In Summary
- Chief Kahangara and 26 members of his family were first to be wiped out. A total of 97 lost their lives in the operation that lasted under an hour.
- The following day, the colonial intelligence was able to join the pieces and conclude the raiders were from within the village. A decision was made for collective punishment.
On a weekend in July this year, I unintentionally found myself in Lari, 40 kilometres from Nairobi on the Nakuru highway.
I was looking for a way to unlock a writer’s clamp.
The place is close to my heart for two reasons: one personal, the other national. My father attended primary school there in the 1930s.
Later, I would learn that my father-in-law was at the same school at a different time. My clan attempted to use that coincidence to extract a discount in dowry in vain.
At the time, I had not made friends with the toughest dowry negotiator in town, Captain (retired) Kung’u Muigai.
Away from family matters, my heart sinks any time I read about what transpired in Lari on three consecutive nights 10 years to independence.
EVICTION
At the beginning of the agitation for independence, the colonial government decided that Kenyans living on a 945-acre land in Tigoni near Limuru relocate to Lari to create a buffer zone from the European settlers in Limuru.
The Africans refused to move, but through bribery, a few agreed with the British and opened negotiations for compensation.
Three most prominent of the compromised Africans were village elders Luka wa Kahangara, John Mbugua and Ng’ang’a Karatu.
A decision was made that the Africans be forcibly moved. The would-be evictees vowed never to forgive the compromised village elders, whom they referred to as “greedy hyenas” and promised to revenge the treacherous act one day.
The Africans were given a week’s notice to vacate Limuru. With the majority staying put, the police moved in with instructions to raze the homesteads, kill the livestock and uproot the crops.
But the compromised village elders and their families were given a decent evacuation, built new homes and allocated vast tracts in Lari.
The rest were rendered destitute, sleeping out in the cold without food. Many ended up as squatters in the rest of Kiambu and the Rift Valley.
STAMP OUT REBELLION
Their appalling conditions left a bitter taste in the mouth, and many joined the Mau Mau army.
In Lari, the population was divided into two bitterly opposed groups: the pro-Mau Mau evictees and the loyalist families.
To suppress the rising rebellion against the British, tough rules were imposed to beat the Africans to submission.

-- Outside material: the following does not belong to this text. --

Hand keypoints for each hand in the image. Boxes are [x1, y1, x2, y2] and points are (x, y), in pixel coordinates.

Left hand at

No African was allowed to own more than a quarter-acre, and there were limits on how much food one could grow and the number of animals one could keep.
Further, the Africans were forced to work in the European farms for a pittance.

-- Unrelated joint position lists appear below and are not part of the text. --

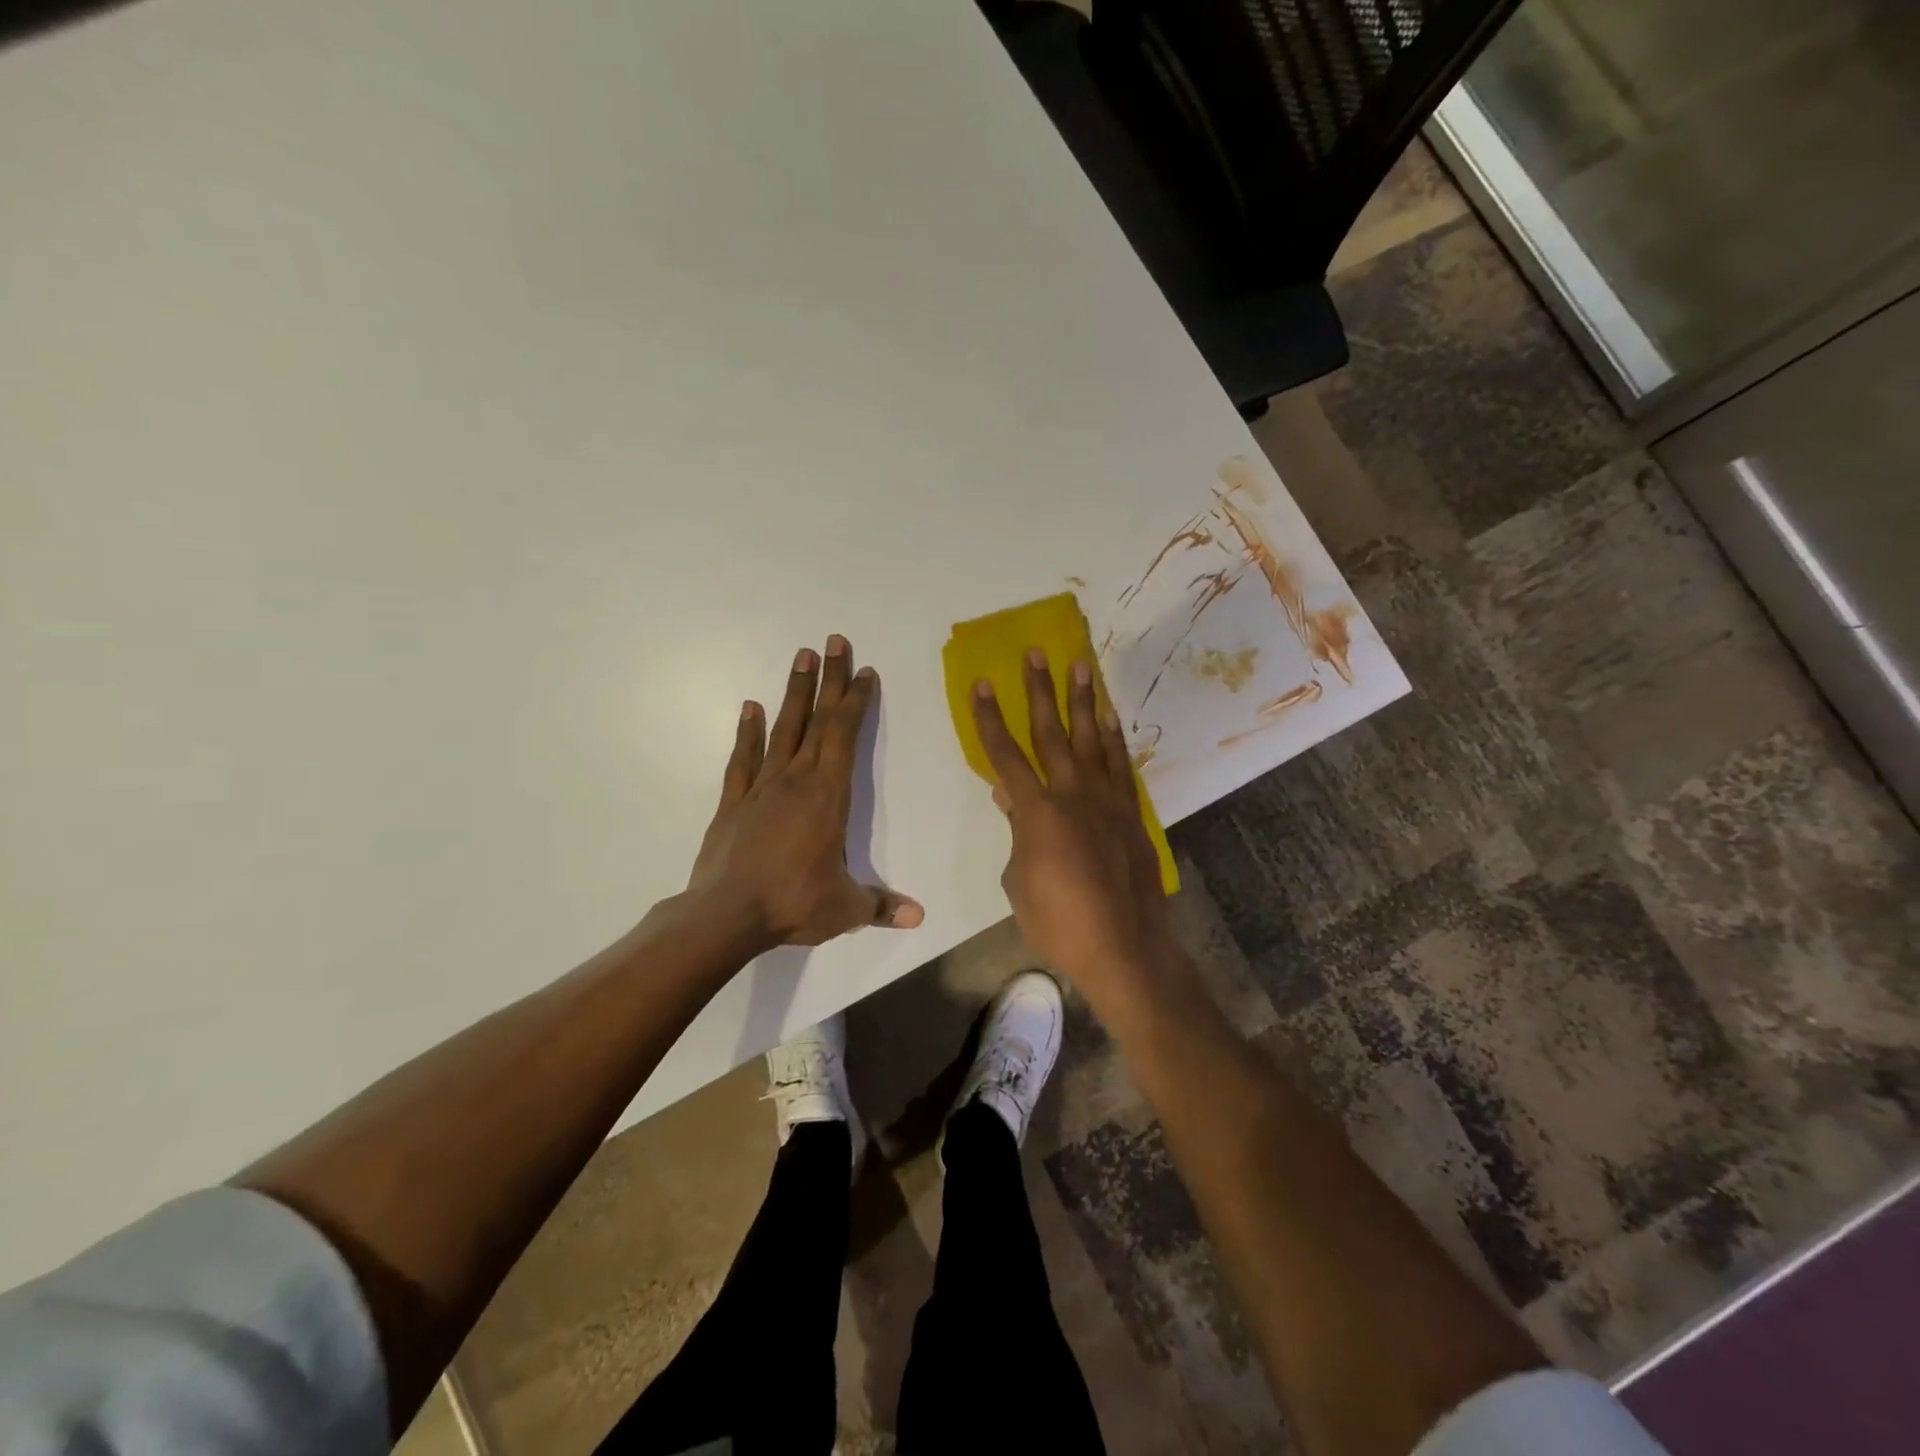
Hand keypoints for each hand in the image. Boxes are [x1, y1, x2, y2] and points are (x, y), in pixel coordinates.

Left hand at [688, 635, 923, 949]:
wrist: (725, 915)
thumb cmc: (792, 903)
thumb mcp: (845, 909)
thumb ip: (881, 906)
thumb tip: (919, 917)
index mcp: (828, 795)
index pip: (845, 736)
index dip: (857, 702)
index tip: (865, 672)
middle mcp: (796, 780)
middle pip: (818, 720)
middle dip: (830, 680)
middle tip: (835, 642)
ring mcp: (761, 787)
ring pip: (783, 729)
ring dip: (795, 693)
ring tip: (802, 656)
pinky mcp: (733, 802)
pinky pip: (743, 759)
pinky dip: (748, 732)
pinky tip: (751, 707)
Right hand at [970, 649, 1171, 994]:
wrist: (1124, 948)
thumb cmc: (1059, 923)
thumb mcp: (1019, 882)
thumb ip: (1017, 834)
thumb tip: (1010, 797)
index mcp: (1037, 813)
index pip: (1005, 755)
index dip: (990, 718)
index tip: (981, 683)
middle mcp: (1073, 795)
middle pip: (1052, 733)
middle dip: (1041, 690)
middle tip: (1037, 653)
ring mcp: (1108, 801)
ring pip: (1093, 739)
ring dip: (1085, 701)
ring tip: (1082, 665)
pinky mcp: (1131, 813)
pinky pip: (1121, 765)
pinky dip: (1115, 738)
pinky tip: (1110, 718)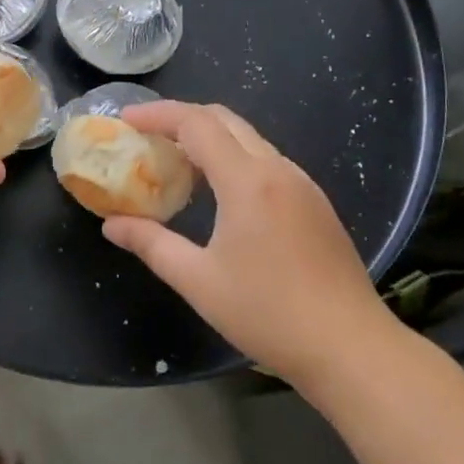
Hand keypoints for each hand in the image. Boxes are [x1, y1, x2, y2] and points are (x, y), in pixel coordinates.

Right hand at [103, 102, 404, 383]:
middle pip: (224, 119)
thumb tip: (111, 225)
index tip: (126, 119)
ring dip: (208, 138)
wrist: (352, 349)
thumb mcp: (198, 281)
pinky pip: (266, 161)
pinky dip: (233, 158)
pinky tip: (218, 192)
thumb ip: (151, 244)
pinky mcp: (315, 203)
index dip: (158, 114)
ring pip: (248, 139)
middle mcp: (277, 169)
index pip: (196, 123)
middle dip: (180, 117)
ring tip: (175, 162)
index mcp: (248, 181)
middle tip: (146, 135)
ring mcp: (302, 184)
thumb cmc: (269, 315)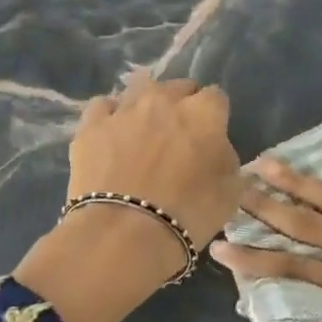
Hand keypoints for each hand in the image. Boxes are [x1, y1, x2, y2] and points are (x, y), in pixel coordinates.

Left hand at [67, 71, 242, 247]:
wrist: (124, 234)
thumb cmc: (188, 214)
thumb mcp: (230, 192)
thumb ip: (227, 159)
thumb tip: (216, 149)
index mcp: (204, 112)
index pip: (216, 96)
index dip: (215, 115)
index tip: (211, 136)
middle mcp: (165, 99)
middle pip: (178, 87)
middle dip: (182, 105)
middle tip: (180, 135)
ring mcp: (125, 109)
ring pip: (140, 89)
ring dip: (147, 104)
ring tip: (144, 130)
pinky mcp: (92, 126)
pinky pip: (103, 106)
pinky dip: (110, 116)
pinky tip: (112, 133)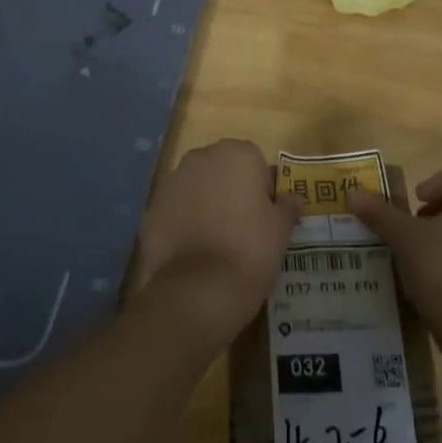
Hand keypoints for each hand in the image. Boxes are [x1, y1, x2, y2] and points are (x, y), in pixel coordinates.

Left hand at [133, 140, 299, 346]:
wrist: (201, 289)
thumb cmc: (251, 250)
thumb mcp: (282, 229)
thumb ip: (287, 205)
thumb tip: (290, 198)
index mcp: (236, 154)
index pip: (253, 161)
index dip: (260, 188)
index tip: (263, 216)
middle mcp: (200, 157)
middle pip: (220, 169)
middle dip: (228, 189)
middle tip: (240, 227)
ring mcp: (171, 181)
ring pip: (194, 187)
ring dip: (202, 203)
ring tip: (213, 241)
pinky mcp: (150, 209)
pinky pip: (173, 210)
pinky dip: (180, 223)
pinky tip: (190, 251)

Lari became a melting point of armed liberation struggle. The compromised village elders regarded as the cause of all the troubles the Africans were going through in Lari became an obvious target of the freedom fighters.
To add insult to injury, one of the “traitors”, Luka wa Kahangara, was crowned a chief and given the power to use brutal force to contain the African resistance.
In return, nearly every adult in Lari — except families of loyalists — partook of the Mau Mau oath.
LOYALISTS TARGETED
Fearful that the Mau Mau would soon act, the loyalists were accorded special security and high perimeter walls erected around their homes.
But that wouldn’t deter the Mau Mau fighters. A decision was made that Chief Kahangara, his entire family and those of other loyalists be killed and their homesteads razed.
The Mau Mau war council held four secret meetings to plan that operation.
Besides the loyalists, any witness to the killings would also be eliminated. It was also resolved no shot be fired; only machetes were to be used.
Every adult male in Lari who had taken the Mau Mau oath would take part in the operation slated for March 26, 1953.
After the killings, all the men would return to sleep in their houses so that the colonialists would think the fighters had come from the forest and returned there after the operation.
At seven in the evening of the fateful night, about 1,000 residents of Lari gathered and the final orders were given.
DEATH VISITS
In a matter of minutes, the villagers stormed homesteads of those on the list, moving from door to door and slashing to death all men, women, children and livestock. Next, their homesteads went up in flames.
Chief Kahangara and 26 members of his family were first to be wiped out. A total of 97 lost their lives in the operation that lasted under an hour.
The villagers returned to their houses as if nothing had happened.
The following day, the colonial intelligence was able to join the pieces and conclude the raiders were from within the village. A decision was made for collective punishment.
In the next two nights, British soldiers surrounded Lari and, moving from door to door, bayoneted every adult male, and burnt down their houses.
More than 600 Africans were eliminated in the two nights of horror.
Postscript:
When in Lari this year, I discovered that ghosts of the massacre still haunt the village.
A third-generation descendant of the said traitors was once elected member of parliament there but had such a tough time, not necessarily because he was a bad chap, but because of his family.
Lari is one of the most backward places in Kiambu County, perhaps only rivalled by a place called Ndeiya in Kikuyu constituency.
Ironically, Ndeiya’s MP is the chairman of the parliamentary Budget Committee.